I hope to someday read this blog and find it hard to remember the feelings behind these words. Hard to relate to the person who typed them early Saturday morning, unable to sleep, alone in a quite house, hoping the silence would not last. Relieved by the sound of Andrea opening the door to the office where I was typing. I want to forget the endless hours of waiting in a doctor's office reading magazines about things I cared little about just trying to distract my mind from life. I want to forget a life built around appointments, vacations planned and daily life orchestrated around chemo and it side effects. I want to forget the countless brown prescription bottles and having to travel with a suitcase just for pills. Trying to plan when and in what combination to take the pills to avoid a day of nausea and throwing up. I want to forget the pity in people eyes when they look at Andrea.

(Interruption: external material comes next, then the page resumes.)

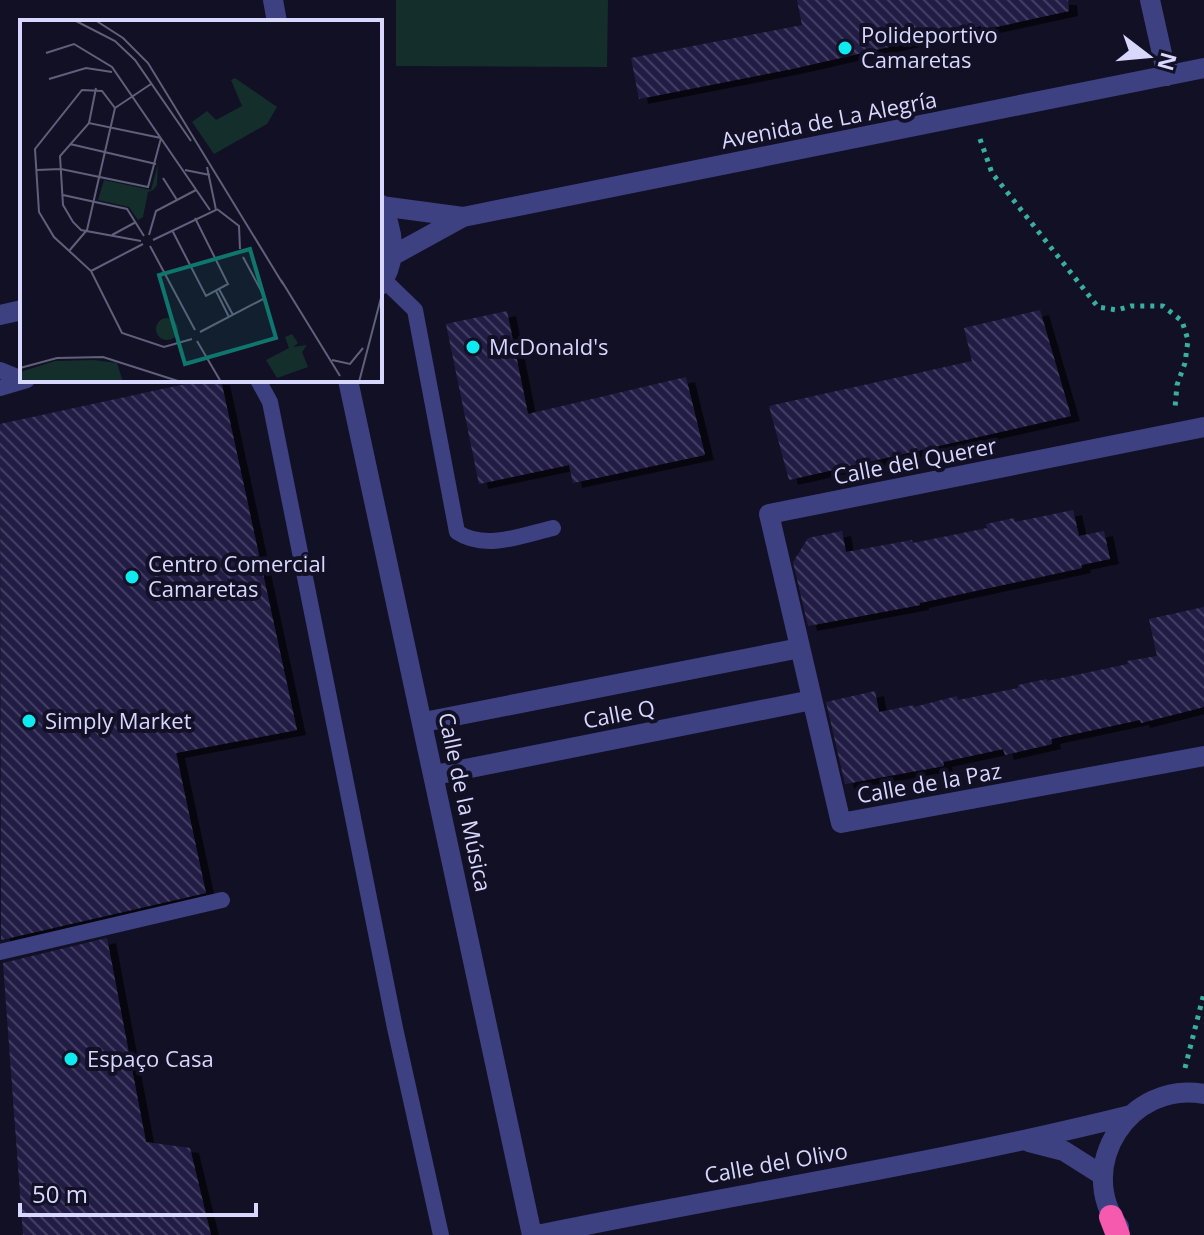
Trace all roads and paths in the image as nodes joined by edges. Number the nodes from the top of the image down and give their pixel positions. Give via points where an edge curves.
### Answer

What I want to remember are the words spoken to my spirit in the silence, the hope that filled me and drowned out the doctor's words of "Incurable." I want to remember the utter despair of the most difficult days only so I can remember that the strength and hope I felt was not my own. I want to remember the hope of a hopeless day, the comfort on a lonely night, the peace in the shelter of His wings, and the faithfulness of a loving God.

I want to remember who I was, and who I am now and know that life is better; that I am better for having suffered. That on the darkest of dark nights, on the worst of the worst days, when I felt as if I was in a pit a mile deep, there was always a point of light. A friend, a memory, a word, an e-mail, a card, a letter, a hug, or a scripture, or that rare smile on Andrea’s face that let me know we were going to be okay.

Maintenance chemo is the beginning of the reality of our dreams; it is the next door we must walk through. I have found it comes with its own unique challenges most of which I did not expect or even think existed. But ones I know God will answer; and I will be better having faced them. That is the promise of our God, the promise I have held onto everyday for the past four years.